● **WORK INSTRUCTIONS**
In the records below, find the line containing "Extract the road graph of the"; copy exactly that line and all lines after it to the end, and nothing else.

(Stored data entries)
┌──

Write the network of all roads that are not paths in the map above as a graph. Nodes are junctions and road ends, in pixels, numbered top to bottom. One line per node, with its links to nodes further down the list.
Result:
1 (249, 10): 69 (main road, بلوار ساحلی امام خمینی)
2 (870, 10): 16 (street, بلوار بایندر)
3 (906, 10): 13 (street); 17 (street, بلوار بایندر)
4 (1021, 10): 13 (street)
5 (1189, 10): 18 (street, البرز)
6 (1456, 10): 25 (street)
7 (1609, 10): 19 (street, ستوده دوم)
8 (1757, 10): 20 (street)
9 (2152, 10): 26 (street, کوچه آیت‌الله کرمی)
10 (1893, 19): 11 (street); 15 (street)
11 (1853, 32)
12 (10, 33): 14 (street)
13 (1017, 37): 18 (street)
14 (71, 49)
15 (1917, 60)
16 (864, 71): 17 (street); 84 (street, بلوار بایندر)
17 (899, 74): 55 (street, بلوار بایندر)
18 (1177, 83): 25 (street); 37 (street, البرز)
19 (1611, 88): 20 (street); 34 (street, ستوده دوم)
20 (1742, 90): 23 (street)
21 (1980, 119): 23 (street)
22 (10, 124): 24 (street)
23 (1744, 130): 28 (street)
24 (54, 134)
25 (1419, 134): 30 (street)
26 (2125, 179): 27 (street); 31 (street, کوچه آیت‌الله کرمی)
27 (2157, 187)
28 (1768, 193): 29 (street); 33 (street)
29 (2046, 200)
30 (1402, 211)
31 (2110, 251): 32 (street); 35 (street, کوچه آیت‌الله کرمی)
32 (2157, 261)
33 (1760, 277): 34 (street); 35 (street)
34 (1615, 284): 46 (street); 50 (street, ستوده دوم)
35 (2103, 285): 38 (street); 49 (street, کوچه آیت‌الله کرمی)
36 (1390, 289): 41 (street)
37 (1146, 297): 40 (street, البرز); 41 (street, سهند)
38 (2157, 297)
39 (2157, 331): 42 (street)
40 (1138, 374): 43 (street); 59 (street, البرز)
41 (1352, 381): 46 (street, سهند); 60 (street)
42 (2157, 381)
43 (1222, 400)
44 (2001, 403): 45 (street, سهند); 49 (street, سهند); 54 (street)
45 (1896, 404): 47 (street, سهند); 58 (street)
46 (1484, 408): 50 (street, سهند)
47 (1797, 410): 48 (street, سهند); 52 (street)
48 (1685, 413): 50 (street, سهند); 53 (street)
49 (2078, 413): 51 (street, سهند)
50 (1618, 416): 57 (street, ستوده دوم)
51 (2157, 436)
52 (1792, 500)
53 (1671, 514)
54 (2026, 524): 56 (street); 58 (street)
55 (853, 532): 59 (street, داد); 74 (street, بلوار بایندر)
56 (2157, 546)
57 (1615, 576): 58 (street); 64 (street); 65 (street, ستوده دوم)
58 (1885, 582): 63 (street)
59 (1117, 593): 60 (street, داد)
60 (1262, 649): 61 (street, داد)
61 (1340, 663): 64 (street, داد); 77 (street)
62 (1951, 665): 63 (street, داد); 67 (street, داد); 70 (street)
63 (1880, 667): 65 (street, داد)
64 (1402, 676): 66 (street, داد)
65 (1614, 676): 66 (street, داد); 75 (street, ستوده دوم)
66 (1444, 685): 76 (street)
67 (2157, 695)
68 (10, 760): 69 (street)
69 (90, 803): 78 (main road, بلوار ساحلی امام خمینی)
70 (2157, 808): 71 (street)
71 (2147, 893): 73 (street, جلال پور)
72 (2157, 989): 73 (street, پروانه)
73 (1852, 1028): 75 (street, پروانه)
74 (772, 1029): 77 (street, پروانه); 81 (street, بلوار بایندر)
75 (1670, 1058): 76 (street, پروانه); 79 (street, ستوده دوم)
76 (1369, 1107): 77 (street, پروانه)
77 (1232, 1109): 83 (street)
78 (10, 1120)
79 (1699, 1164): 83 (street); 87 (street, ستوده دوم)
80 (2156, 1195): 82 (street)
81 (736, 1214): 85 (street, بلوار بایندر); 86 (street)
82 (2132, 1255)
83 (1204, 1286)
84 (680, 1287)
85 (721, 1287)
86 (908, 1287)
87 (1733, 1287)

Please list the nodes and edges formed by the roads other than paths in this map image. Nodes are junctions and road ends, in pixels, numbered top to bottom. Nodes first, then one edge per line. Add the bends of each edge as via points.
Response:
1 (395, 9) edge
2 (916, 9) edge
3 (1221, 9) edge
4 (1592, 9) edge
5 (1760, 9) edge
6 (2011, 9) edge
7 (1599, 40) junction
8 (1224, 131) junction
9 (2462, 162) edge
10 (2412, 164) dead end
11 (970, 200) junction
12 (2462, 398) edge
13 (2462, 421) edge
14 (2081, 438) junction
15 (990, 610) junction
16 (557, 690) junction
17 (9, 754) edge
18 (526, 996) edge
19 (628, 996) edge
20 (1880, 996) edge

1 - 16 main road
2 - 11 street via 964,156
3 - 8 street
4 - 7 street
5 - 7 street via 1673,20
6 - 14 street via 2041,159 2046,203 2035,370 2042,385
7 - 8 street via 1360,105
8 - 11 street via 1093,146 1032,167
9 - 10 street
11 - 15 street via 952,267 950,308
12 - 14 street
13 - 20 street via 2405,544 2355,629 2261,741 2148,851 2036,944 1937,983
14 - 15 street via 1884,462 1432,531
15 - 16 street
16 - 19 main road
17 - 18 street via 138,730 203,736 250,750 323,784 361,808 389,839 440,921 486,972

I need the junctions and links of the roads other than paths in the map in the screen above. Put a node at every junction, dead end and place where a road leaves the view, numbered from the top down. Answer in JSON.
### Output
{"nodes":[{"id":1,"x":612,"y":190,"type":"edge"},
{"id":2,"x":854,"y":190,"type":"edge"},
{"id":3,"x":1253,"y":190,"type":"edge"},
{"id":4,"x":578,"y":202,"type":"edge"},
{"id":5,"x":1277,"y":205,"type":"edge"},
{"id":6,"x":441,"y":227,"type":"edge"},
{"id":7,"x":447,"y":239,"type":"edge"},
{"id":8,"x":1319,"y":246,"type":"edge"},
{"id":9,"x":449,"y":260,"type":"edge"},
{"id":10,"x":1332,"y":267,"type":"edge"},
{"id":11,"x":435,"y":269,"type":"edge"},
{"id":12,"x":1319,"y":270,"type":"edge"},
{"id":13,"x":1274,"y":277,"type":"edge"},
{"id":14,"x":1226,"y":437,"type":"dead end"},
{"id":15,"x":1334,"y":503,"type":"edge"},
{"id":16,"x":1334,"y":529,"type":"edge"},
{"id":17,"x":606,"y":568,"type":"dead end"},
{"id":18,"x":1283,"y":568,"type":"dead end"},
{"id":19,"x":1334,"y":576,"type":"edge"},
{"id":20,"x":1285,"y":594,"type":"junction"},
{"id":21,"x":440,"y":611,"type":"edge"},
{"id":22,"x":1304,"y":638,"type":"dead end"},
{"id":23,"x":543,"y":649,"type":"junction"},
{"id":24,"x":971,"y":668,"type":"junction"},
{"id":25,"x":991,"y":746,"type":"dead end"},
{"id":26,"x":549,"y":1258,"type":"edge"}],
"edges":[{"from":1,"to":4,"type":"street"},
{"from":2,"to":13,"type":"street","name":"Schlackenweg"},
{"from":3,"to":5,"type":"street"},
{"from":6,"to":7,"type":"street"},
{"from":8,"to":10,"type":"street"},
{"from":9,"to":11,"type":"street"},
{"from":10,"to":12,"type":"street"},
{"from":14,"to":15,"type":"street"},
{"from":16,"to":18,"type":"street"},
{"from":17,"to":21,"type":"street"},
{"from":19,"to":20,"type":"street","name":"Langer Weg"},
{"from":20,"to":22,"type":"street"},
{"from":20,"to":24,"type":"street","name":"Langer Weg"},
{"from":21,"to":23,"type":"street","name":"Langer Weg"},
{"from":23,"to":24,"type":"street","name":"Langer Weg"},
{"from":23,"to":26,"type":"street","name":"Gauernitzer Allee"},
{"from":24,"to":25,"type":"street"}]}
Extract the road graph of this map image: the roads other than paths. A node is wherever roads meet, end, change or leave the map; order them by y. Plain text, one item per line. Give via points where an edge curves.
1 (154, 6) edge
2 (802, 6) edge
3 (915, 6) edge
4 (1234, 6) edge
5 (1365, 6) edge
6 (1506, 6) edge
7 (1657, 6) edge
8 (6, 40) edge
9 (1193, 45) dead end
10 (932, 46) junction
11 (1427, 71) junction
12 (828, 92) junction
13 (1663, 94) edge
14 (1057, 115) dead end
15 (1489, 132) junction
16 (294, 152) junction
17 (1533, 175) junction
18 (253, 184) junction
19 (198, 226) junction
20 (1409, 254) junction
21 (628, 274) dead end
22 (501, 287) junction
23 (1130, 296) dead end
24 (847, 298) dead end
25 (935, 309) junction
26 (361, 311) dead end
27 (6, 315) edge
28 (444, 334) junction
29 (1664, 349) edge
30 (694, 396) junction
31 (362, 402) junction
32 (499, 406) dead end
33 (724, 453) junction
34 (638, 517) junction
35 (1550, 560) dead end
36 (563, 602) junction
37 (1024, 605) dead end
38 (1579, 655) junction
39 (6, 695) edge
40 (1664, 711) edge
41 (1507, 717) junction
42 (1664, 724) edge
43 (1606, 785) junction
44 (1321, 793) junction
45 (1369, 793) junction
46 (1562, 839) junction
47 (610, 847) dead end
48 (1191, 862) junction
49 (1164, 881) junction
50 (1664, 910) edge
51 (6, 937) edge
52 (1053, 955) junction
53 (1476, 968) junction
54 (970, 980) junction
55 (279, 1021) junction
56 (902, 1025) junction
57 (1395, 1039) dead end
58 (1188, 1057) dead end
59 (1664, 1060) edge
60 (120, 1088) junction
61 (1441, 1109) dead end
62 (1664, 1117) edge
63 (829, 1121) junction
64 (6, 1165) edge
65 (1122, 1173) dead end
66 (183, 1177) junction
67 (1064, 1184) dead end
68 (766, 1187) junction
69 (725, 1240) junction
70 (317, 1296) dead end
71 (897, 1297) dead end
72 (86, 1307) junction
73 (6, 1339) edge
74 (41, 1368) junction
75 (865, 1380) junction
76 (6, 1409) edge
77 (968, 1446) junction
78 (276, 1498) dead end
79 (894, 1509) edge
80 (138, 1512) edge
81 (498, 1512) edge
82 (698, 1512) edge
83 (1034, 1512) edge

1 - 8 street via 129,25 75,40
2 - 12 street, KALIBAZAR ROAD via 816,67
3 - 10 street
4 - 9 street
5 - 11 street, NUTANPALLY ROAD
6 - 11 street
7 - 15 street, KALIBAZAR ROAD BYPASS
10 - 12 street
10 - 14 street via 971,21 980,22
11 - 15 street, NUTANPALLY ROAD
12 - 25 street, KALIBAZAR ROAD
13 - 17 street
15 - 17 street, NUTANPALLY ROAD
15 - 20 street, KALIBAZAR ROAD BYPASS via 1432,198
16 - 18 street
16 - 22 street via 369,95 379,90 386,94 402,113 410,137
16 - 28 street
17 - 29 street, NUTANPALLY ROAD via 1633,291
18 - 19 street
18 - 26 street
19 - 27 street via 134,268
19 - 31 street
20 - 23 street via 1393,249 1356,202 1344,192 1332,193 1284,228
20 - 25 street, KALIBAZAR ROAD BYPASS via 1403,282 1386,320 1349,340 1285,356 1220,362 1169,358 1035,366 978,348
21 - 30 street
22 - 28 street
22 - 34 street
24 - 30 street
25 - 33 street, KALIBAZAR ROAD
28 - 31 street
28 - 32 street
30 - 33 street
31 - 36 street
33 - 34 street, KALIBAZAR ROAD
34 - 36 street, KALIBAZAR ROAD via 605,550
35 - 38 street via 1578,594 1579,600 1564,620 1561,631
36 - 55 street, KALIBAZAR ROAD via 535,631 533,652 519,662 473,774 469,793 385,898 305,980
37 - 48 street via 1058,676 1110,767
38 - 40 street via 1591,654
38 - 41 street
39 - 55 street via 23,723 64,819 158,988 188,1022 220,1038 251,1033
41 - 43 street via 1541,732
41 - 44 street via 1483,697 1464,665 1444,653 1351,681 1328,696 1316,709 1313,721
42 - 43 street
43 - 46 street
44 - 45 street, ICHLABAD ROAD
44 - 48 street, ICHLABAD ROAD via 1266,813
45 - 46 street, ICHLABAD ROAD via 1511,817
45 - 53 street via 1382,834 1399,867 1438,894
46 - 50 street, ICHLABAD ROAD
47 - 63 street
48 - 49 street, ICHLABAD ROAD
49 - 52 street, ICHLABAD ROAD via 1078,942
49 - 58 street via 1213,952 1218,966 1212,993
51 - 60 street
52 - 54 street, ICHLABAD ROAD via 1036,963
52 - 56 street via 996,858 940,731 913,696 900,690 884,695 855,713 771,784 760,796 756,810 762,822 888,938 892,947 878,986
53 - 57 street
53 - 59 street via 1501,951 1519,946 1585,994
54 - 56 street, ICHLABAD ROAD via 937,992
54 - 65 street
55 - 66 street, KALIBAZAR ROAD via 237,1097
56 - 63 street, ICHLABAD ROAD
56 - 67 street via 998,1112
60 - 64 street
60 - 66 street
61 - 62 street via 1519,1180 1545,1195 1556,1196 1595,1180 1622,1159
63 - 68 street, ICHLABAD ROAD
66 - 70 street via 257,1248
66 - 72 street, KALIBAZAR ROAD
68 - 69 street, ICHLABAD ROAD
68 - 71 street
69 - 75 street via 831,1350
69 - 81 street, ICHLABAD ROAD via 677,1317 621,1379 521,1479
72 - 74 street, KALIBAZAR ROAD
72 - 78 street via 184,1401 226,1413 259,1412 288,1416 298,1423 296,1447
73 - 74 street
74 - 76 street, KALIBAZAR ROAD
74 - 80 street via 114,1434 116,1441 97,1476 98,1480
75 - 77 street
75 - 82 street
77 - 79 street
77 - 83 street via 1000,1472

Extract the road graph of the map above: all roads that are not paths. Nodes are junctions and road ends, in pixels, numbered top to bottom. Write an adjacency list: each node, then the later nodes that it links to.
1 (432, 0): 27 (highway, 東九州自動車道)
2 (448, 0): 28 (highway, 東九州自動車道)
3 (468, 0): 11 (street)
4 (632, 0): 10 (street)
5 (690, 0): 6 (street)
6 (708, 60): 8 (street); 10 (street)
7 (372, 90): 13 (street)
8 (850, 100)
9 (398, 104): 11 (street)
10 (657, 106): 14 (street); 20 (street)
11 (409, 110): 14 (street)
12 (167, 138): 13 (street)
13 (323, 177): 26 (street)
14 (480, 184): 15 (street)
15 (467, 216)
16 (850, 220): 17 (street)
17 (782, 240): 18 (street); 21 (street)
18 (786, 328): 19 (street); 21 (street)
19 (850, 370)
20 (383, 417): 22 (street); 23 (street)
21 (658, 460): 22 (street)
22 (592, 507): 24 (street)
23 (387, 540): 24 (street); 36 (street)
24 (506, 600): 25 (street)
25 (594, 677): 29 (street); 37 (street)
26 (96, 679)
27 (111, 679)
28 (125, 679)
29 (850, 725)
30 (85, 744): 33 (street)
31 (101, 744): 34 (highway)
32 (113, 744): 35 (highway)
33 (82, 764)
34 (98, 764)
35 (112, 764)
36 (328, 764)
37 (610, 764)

└──

● **RESULT OF THE EXERCISE**
Extract the road graph of the map above: all roads that are not paths. Nodes are junctions and road ends, in pixels, numbered top to bottom. Write an adjacency list: each node, then the later nodes that it links to.
1 (432, 0): 27 (highway, 東九州自動車道)
2 (448, 0): 28 (highway, 東九州自動車道)
3 (468, 0): 11 (street)
4 (632, 0): 10 (street)
5 (690, 0): 6 (street)
6 (708, 60): 8 (street); 10 (street)
7 (372, 90): 13 (street)
8 (850, 100)
9 (398, 104): 11 (street)
10 (657, 106): 14 (street); 20 (street)
11 (409, 110): 14 (street)
12 (167, 138): 13 (street)
13 (323, 177): 26 (street)
14 (480, 184): 15 (street)
15 (467, 216)
16 (850, 220): 17 (street)
17 (782, 240): 18 (street); 21 (street)
18 (786, 328): 19 (street); 21 (street)
19 (850, 370)
20 (383, 417): 22 (street); 23 (street)
21 (658, 460): 22 (street)
22 (592, 507): 24 (street)
23 (387, 540): 24 (street); 36 (street)
24 (506, 600): 25 (street)
25 (594, 677): 29 (street); 37 (street)
26 (96, 679)
27 (111, 679)
28 (125, 679)
29 (850, 725)
30 (85, 744): 33 (street)
31 (101, 744): 34 (highway)
32 (113, 744): 35 (highway)
33 (82, 764)
34 (98, 764)
35 (112, 764)
36 (328, 764)
37 (610, 764)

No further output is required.